=== Begin Enclosure ===

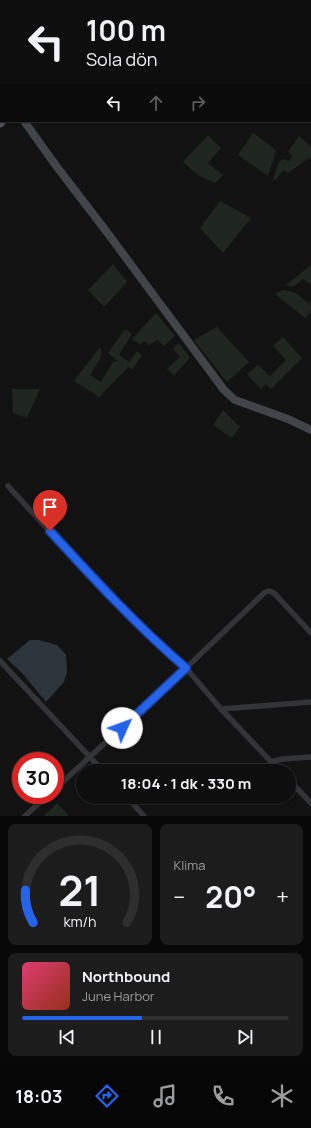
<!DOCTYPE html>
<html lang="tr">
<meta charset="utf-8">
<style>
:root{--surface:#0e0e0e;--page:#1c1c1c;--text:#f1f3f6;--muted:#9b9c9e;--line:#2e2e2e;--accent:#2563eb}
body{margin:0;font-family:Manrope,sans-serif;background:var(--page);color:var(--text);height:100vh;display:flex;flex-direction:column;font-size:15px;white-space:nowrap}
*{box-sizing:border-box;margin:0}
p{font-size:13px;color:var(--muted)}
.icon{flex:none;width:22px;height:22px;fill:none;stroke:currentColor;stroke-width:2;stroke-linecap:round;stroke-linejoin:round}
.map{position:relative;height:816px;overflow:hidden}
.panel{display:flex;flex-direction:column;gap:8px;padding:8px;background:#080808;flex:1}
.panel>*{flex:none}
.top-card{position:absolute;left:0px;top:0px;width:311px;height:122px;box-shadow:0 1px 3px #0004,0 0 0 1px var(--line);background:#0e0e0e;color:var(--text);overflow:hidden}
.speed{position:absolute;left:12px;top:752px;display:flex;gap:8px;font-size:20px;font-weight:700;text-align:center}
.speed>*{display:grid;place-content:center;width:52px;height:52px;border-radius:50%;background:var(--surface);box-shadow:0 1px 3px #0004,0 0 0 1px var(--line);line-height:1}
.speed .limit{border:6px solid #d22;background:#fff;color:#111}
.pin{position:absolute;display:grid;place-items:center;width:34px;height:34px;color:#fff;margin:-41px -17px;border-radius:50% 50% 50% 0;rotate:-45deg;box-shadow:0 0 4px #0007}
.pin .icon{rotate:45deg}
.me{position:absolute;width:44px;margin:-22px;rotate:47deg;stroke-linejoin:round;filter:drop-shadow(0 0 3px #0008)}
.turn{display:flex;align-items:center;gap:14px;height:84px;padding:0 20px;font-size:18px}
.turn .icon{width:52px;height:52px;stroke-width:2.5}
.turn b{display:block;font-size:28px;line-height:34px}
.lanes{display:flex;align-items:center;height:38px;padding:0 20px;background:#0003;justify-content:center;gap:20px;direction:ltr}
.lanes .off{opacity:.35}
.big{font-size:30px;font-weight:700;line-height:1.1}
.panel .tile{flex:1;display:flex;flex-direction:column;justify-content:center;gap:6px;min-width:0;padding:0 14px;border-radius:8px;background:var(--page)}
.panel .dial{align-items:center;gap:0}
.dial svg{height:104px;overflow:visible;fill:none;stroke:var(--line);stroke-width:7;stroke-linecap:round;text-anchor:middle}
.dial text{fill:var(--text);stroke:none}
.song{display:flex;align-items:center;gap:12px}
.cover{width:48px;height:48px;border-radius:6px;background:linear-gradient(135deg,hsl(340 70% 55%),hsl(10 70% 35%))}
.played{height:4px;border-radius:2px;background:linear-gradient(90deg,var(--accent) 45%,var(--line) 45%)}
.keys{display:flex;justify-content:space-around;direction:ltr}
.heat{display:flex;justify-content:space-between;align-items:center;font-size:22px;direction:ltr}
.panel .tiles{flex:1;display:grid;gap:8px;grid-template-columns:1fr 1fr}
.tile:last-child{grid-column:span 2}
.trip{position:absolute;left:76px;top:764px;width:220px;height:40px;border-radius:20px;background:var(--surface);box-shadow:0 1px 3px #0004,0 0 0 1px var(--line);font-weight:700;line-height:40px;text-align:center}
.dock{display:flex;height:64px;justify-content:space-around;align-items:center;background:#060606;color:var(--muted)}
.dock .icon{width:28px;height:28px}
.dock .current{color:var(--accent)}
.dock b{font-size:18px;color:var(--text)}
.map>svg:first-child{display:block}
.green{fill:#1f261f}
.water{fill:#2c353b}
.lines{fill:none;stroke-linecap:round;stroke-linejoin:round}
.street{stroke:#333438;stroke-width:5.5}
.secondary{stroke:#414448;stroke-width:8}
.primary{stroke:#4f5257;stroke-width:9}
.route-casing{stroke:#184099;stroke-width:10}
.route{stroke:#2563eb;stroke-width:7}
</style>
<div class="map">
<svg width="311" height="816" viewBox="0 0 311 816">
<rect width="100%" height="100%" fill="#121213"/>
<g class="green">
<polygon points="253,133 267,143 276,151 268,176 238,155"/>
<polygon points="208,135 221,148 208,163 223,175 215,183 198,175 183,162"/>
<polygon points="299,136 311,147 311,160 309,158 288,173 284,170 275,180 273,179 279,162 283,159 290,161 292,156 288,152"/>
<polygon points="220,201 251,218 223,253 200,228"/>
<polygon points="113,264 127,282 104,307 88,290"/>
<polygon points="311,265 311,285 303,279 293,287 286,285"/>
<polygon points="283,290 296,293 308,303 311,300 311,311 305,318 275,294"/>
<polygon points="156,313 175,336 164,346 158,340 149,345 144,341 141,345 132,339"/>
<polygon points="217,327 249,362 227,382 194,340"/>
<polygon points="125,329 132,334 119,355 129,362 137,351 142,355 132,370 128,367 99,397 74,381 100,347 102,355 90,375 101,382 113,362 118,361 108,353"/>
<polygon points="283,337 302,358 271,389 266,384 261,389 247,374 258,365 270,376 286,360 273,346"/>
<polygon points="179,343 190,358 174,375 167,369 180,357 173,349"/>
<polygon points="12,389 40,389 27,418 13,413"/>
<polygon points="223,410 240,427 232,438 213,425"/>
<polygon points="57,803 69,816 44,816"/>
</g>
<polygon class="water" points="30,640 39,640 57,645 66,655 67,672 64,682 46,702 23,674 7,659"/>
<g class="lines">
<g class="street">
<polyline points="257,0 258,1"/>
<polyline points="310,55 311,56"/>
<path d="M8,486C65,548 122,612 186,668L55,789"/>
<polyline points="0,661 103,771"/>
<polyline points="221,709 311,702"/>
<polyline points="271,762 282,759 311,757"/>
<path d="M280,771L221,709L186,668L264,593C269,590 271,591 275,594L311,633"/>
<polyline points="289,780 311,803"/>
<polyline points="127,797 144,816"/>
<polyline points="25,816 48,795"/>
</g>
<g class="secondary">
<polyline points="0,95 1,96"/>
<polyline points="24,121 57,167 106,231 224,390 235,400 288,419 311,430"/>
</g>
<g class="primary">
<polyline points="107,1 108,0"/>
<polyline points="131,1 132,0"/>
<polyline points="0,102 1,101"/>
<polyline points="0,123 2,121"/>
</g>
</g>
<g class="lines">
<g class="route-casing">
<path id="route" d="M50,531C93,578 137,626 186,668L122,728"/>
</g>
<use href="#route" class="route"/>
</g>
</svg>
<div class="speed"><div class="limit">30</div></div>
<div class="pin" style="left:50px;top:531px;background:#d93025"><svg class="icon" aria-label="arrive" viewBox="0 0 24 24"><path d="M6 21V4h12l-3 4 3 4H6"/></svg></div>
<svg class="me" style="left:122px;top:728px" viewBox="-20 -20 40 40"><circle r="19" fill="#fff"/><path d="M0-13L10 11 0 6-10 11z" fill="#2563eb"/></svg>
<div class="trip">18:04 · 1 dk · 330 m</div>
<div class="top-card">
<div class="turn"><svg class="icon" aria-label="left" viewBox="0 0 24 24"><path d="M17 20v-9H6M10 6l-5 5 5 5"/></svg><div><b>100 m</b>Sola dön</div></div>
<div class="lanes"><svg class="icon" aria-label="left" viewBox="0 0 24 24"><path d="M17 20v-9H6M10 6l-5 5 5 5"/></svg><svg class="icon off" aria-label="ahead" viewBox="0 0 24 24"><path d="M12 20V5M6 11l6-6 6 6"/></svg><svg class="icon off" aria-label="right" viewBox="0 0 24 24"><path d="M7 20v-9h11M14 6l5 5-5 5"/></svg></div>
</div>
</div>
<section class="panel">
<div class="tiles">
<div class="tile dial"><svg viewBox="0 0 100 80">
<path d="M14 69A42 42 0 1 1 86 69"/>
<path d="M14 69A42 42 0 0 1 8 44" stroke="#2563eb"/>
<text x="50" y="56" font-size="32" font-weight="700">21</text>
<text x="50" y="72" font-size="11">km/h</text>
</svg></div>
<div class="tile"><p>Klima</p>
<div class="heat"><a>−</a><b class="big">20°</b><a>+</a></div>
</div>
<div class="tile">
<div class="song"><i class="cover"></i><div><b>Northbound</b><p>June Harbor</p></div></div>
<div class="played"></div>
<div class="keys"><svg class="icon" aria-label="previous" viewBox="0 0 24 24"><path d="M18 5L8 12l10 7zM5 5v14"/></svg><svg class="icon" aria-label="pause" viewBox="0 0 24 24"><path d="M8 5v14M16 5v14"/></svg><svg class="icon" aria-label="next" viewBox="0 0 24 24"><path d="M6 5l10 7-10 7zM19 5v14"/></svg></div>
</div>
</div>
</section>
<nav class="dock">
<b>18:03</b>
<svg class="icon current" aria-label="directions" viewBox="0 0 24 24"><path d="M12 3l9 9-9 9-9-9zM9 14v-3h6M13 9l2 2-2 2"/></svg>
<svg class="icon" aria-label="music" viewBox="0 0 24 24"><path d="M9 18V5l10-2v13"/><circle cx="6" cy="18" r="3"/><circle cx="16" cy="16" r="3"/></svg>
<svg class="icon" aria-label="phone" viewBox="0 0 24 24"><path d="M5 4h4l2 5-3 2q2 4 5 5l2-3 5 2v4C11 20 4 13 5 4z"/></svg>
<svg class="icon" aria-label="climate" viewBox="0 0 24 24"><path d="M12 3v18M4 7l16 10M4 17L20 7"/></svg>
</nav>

=== End Enclosure ===

Aim of the task. Which lines of the listing contain the string "place"? Copy each of them.

Task solution.
.speed>*{display:grid;place-content:center;width:52px;height:52px;border-radius:50%;background:var(--surface);box-shadow:0 1px 3px #0004,0 0 0 1px var(--line);line-height:1}
.pin{position:absolute;display:grid;place-items:center;width:34px;height:34px;color:#fff;margin:-41px -17px;border-radius:50% 50% 50% 0;rotate:-45deg;box-shadow:0 0 4px #0007}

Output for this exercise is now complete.